L.A. approves $860K payout for man shot by LAPD projectile

The Los Angeles City Council approved an $860,000 settlement Friday with a protester who was shot with a projectile and badly wounded by a city police officer during a protest over the murder of George Floyd in 2020.

Protester Deon Jones filed a federal lawsuit in December 2020 alleging that LAPD Officer Peter Bueno individually and the city as a whole were both liable for his injuries in the shooting. The settlement forestalls a trial over the city’s culpability, while letting stand a jury verdict against Bueno from March.

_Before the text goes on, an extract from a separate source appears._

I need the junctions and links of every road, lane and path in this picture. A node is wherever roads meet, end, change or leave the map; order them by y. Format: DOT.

Jones’ attorneys say the payment will help Jones move on with his life, while the preservation of the verdict against Bueno will make it easier to hold police officers accountable for harming protesters in the future.

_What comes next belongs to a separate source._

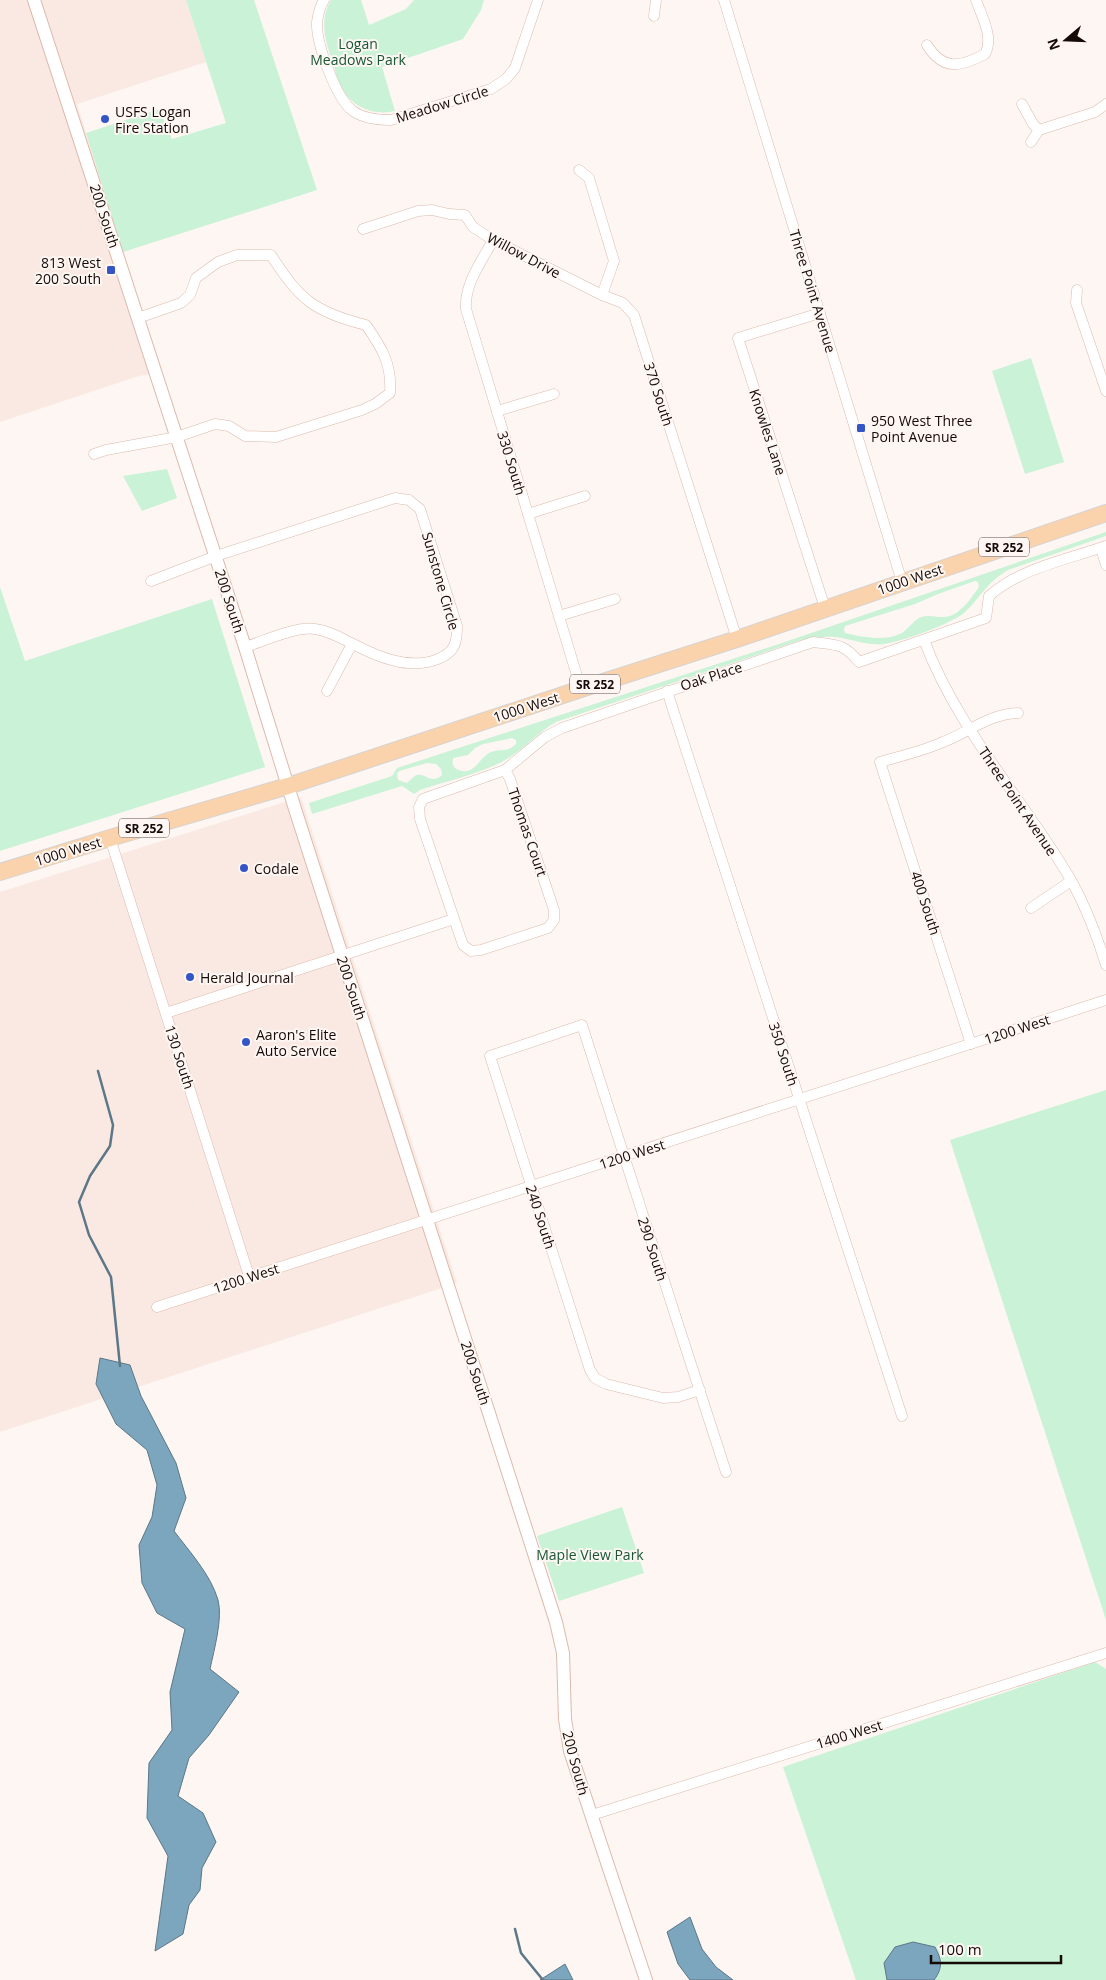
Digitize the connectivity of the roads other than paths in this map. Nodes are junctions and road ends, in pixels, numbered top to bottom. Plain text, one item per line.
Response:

“This is going to be a bellwether case,” said Orin Snyder, one of Jones’ attorneys.

“I am proud and relieved that this multi-year fight for justice has concluded in such a momentous, historic outcome,” Jones said in a statement to The Times.

Jones had claimed Bueno violated Jones’ constitutional rights by shooting him and that the city and the LAPD had also done so by failing to establish proper crowd enforcement protocols, failing to ensure Bueno was properly trained on rules governing the use of force and failing to discipline Bueno for violating those rules.

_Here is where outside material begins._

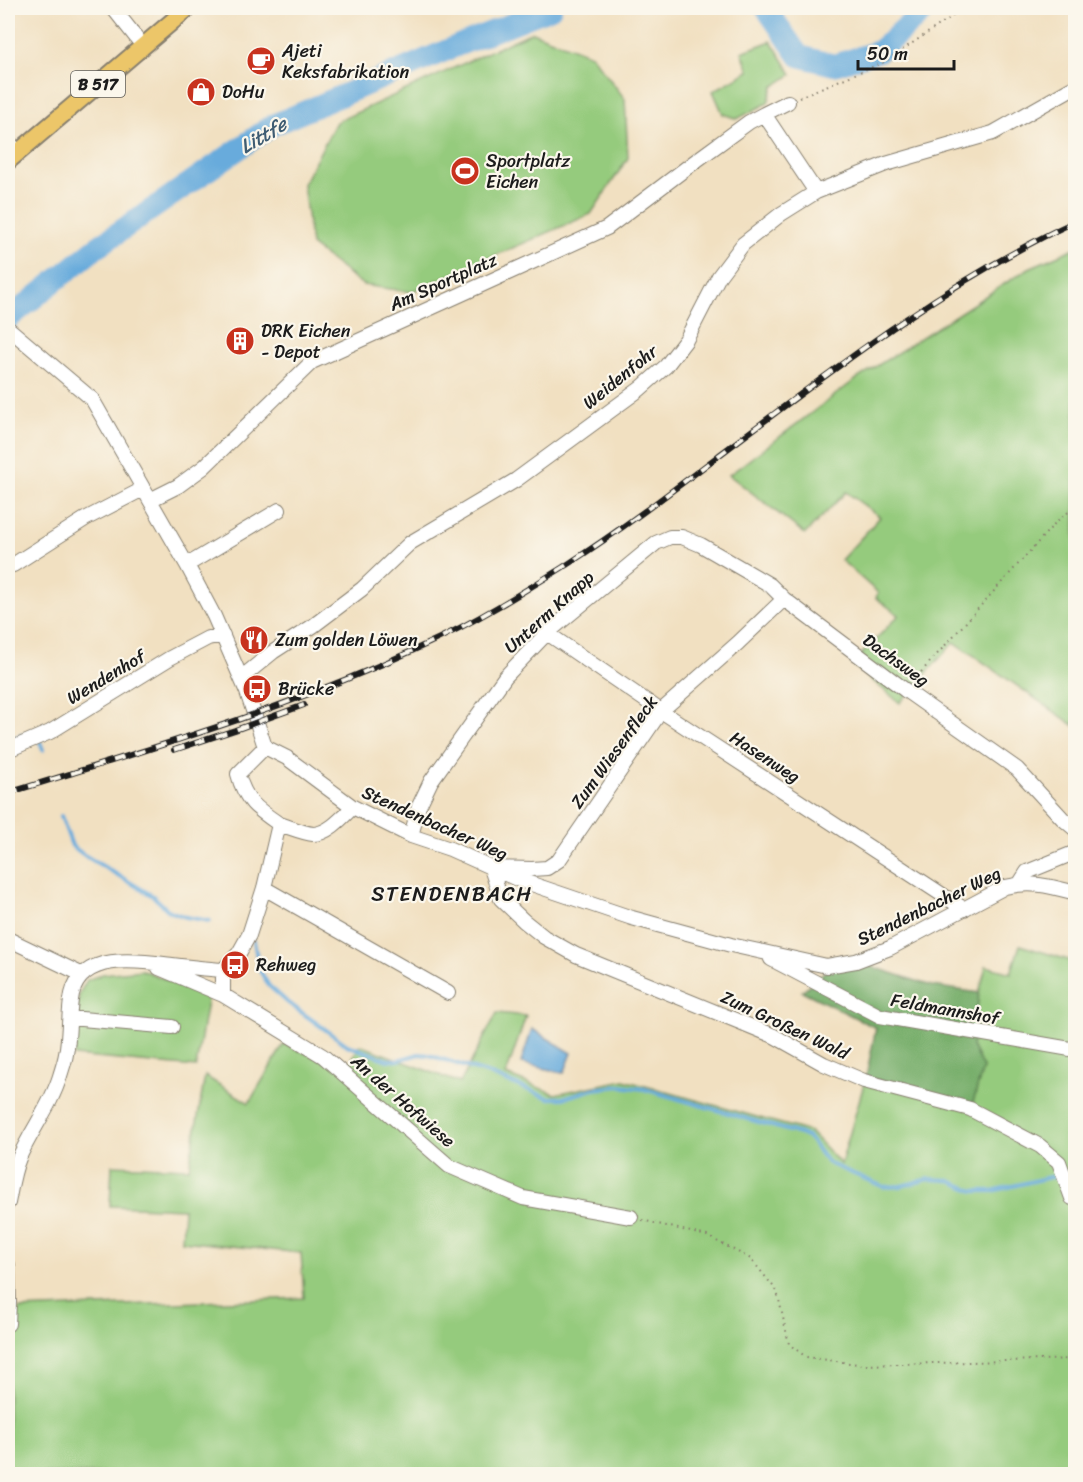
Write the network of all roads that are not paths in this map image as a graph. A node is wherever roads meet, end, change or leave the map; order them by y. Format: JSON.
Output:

At the trial over Bueno’s liability in March, the LAPD maintained there was insufficient evidence to prove Bueno shot Jones, and Bueno denied doing so. He said that, in the Fairfax district parking lot where Jones was wounded, he only remembered shooting someone else who had thrown a water bottle at him. Top brass including Chief Michel Moore concluded in 2021 that there was insufficient evidence to conclude any wrongdoing on Bueno’s part.

However, Jones’ legal team managed to convince a jury otherwise by scouring hours of video, locating the shooting in question, and using an expert video analyst to trace Jones’ movements through the crowd that day and place him directly in the line of fire.

In March, that jury found Bueno liable for shooting Jones and violating his rights under the 4th Amendment, which bars unreasonable search and seizure. It awarded Jones $375,000, including $125,000 in punitive damages to punish Bueno.

Jones’ case against the city had been set for trial as well, but it was pushed off as the two parties restarted settlement negotiations.

The $860,000 settlement approved by the council Friday resolves all matters in the case and will be paid in lieu of the lesser jury award, not in addition to it, according to records reviewed by The Times.

The settlement allows the city to avoid litigating in open court its own culpability in the wounding of demonstrators during the 2020 unrest, which it would have had to do if the second portion of Jones’ case had proceeded to trial.

Multiple reviews of the Floyd protests in L.A. have already found crucial operational and tactical mistakes by the department as well as a failure in preceding years to adequately train and prepare for such large, citywide demonstrations.

In addition, the settlement lets the city avoid the legal costs of a second trial and the risk of having to pay Jones a larger sum had he prevailed. It also allows the city to avoid the cost of appealing the verdict in the Bueno case, and to sidestep the question of whether to cover the $375,000 in damages the jury said Bueno was personally accountable for paying.

Janine Jeffery, Bueno’s attorney, did not respond to a request for comment. In an internal memo about the settlement reviewed by The Times, city attorneys maintained that it is unclear whether Bueno shot Jones.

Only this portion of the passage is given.